• _EXERCISE_: Restate the whole listing below word for word and keep the images out.

• _RECORDS FOR PROCESSING_:
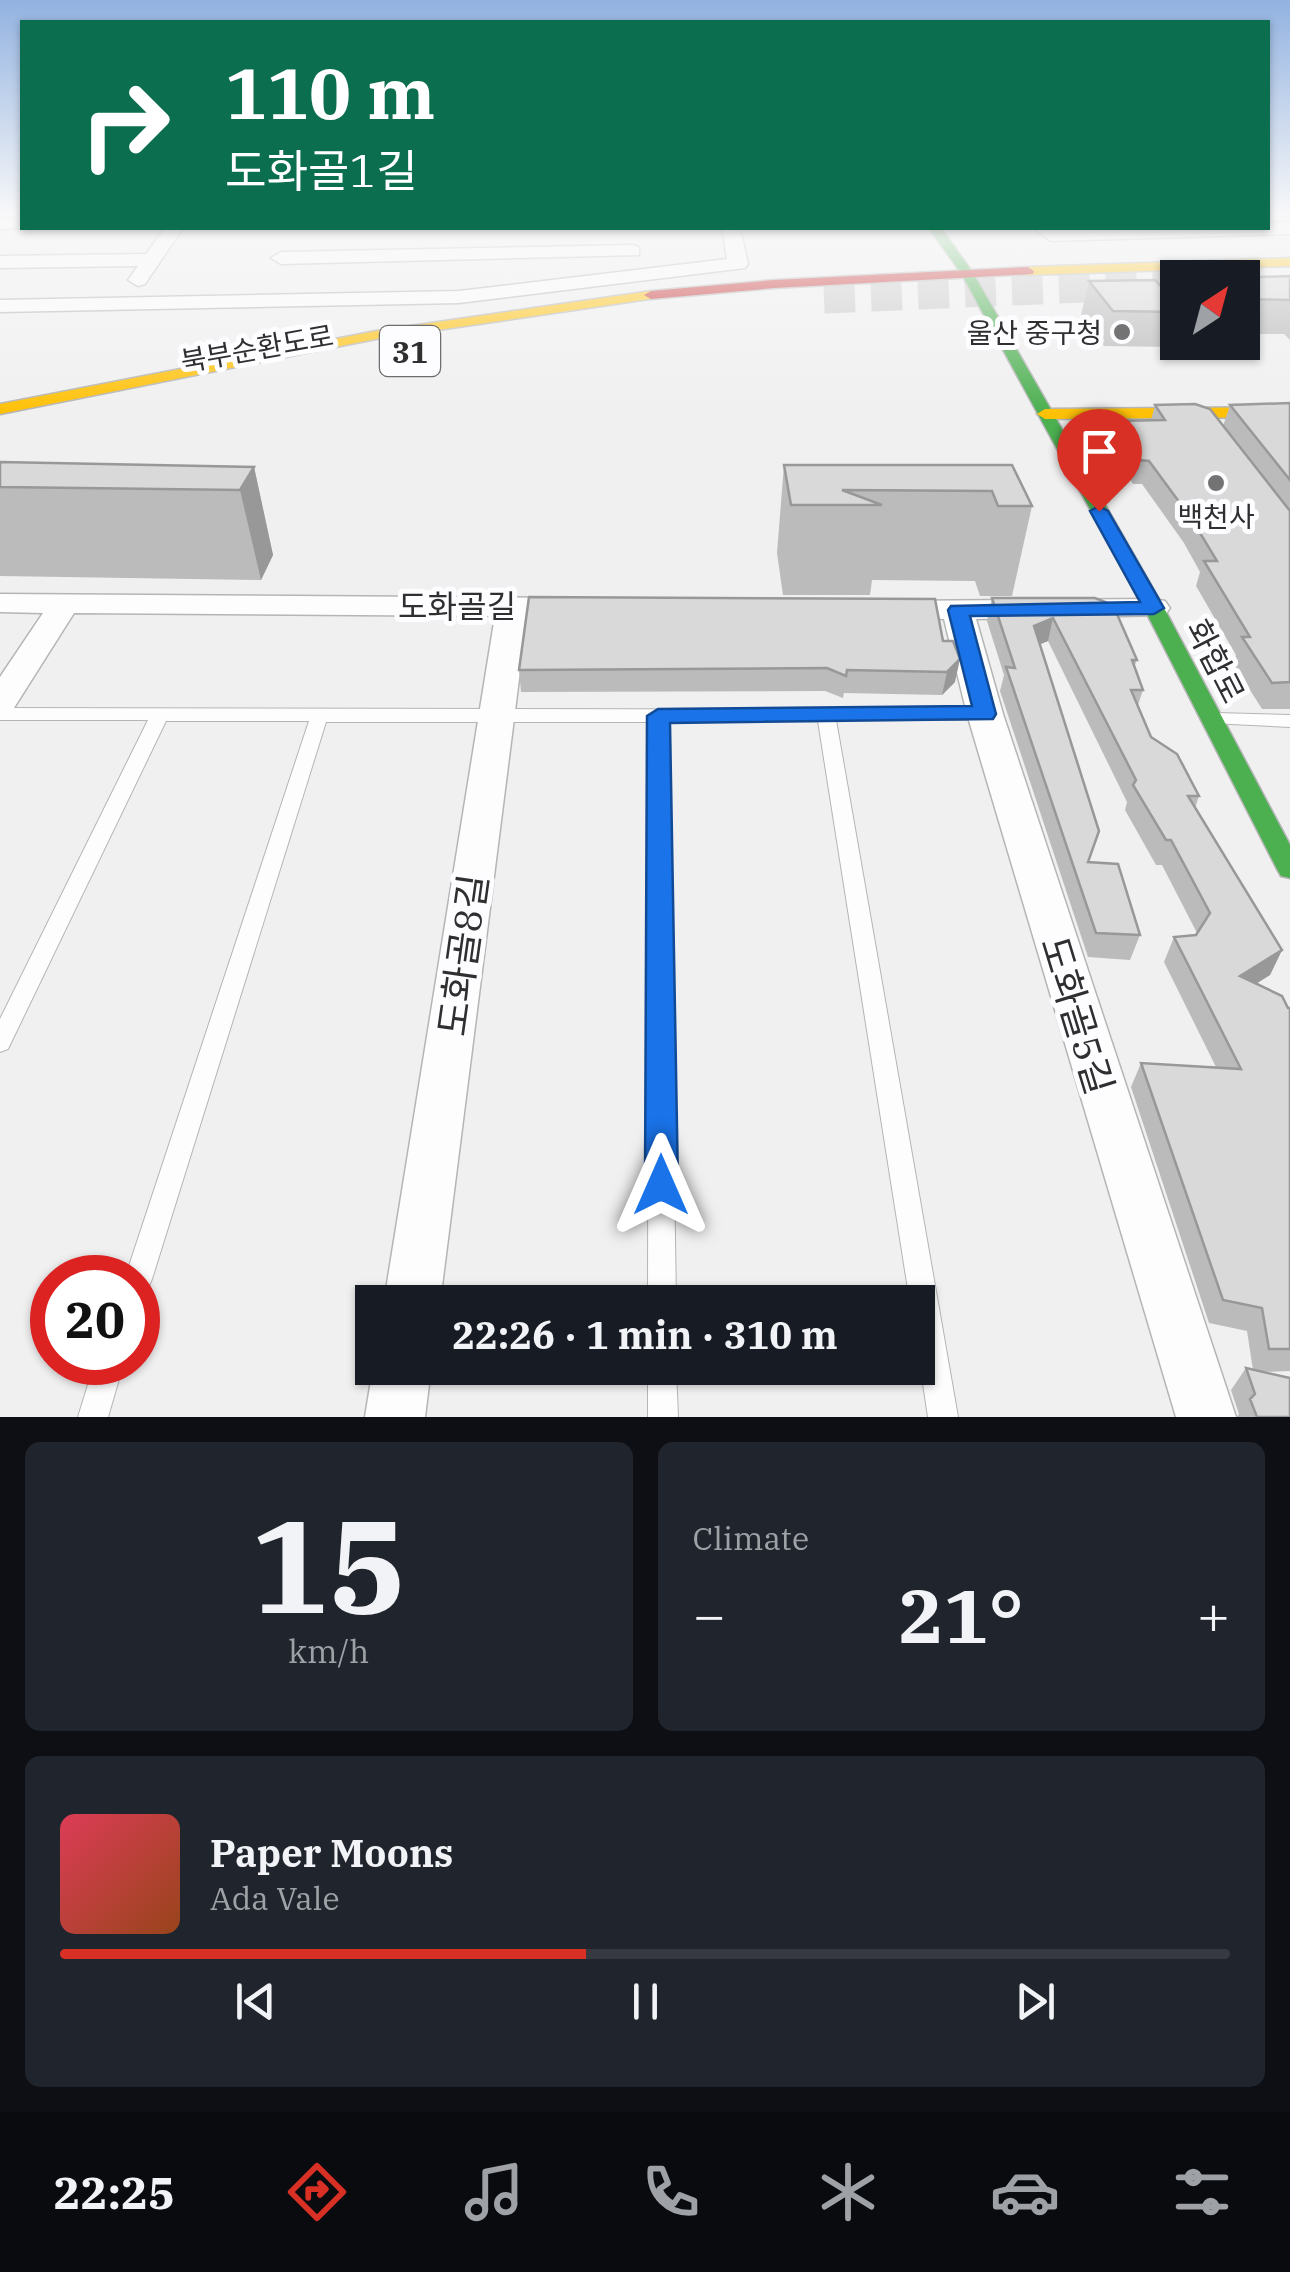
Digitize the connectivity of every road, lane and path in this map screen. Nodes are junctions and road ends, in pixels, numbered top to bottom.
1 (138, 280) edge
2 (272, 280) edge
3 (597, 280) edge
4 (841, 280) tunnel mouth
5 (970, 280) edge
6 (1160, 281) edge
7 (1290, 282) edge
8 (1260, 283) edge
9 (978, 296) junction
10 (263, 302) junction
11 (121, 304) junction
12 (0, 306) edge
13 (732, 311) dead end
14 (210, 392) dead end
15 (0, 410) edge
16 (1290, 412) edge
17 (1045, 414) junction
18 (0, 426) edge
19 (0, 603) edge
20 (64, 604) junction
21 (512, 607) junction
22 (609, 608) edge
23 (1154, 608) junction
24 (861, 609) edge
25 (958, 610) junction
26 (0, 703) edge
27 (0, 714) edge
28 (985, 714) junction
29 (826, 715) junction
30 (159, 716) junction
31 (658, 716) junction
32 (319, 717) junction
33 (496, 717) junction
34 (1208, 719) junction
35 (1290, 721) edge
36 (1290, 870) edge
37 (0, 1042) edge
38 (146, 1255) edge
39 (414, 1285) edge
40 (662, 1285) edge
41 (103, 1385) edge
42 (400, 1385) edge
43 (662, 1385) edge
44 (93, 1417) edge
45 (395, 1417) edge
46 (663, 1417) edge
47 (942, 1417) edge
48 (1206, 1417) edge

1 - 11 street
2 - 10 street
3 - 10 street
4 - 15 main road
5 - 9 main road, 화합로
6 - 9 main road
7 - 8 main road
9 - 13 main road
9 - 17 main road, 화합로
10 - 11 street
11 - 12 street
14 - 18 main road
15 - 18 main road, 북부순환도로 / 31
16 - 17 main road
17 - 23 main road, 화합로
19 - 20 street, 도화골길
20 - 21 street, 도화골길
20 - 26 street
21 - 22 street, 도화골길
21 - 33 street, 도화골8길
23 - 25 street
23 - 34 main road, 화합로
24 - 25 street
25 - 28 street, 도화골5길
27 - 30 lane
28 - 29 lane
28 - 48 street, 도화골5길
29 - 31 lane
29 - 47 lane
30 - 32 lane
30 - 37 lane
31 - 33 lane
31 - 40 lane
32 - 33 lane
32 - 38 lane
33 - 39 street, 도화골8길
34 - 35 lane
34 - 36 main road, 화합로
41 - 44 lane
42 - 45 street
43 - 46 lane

• _PROBLEM SOLUTION_:
Digitize the connectivity of every road, lane and path in this map screen. Nodes are junctions and road ends, in pixels, numbered top to bottom.
1 (138, 280) edge
2 (272, 280) edge
3 (597, 280) edge
4 (841, 280) tunnel mouth
5 (970, 280) edge
6 (1160, 281) edge
7 (1290, 282) edge
8 (1260, 283) edge
9 (978, 296) junction
10 (263, 302) junction
11 (121, 304) junction
12 (0, 306) edge
13 (732, 311) dead end
14 (210, 392) dead end
15 (0, 410) edge
16 (1290, 412) edge
17 (1045, 414) junction
18 (0, 426) edge
19 (0, 603) edge
20 (64, 604) junction
21 (512, 607) junction
22 (609, 608) edge
23 (1154, 608) junction
24 (861, 609) edge
25 (958, 610) junction
26 (0, 703) edge
27 (0, 714) edge
28 (985, 714) junction
29 (826, 715) junction
30 (159, 716) junction
31 (658, 716) junction
32 (319, 717) junction
33 (496, 717) junction
34 (1208, 719) junction
35 (1290, 721) edge
36 (1290, 870) edge
37 (0, 1042) edge
38 (146, 1255) edge
39 (414, 1285) edge
40 (662, 1285) edge
41 (103, 1385) edge
42 (400, 1385) edge
43 (662, 1385) edge
44 (93, 1417) edge
45 (395, 1417) edge
46 (663, 1417) edge
47 (942, 1417) edge
48 (1206, 1417) edge

1 - 11 street
2 - 10 street
3 - 10 street
4 - 15 main road
5 - 9 main road, 화합로
6 - 9 main road
7 - 8 main road
9 - 13 main road
9 - 17 main road, 화합로
10 - 11 street
11 - 12 street
14 - 18 main road
15 - 18 main road, 북부순환도로 / 31
16 - 17 main road
17 - 23 main road, 화합로
19 - 20 street, 도화골길
20 - 21 street, 도화골길
20 - 26 street
21 - 22 street, 도화골길
21 - 33 street, 도화골8길
23 - 25 street
23 - 34 main road, 화합로
24 - 25 street
25 - 28 street, 도화골5길
27 - 30 lane
28 - 29 lane
28 - 48 street, 도화골5길
29 - 31 lane
29 - 47 lane
30 - 32 lane
30 - 37 lane
31 - 33 lane
31 - 40 lane
32 - 33 lane
32 - 38 lane
33 - 39 street, 도화골8길
34 - 35 lane
34 - 36 main road, 화합로
41 - 44 lane
42 - 45 street
43 - 46 lane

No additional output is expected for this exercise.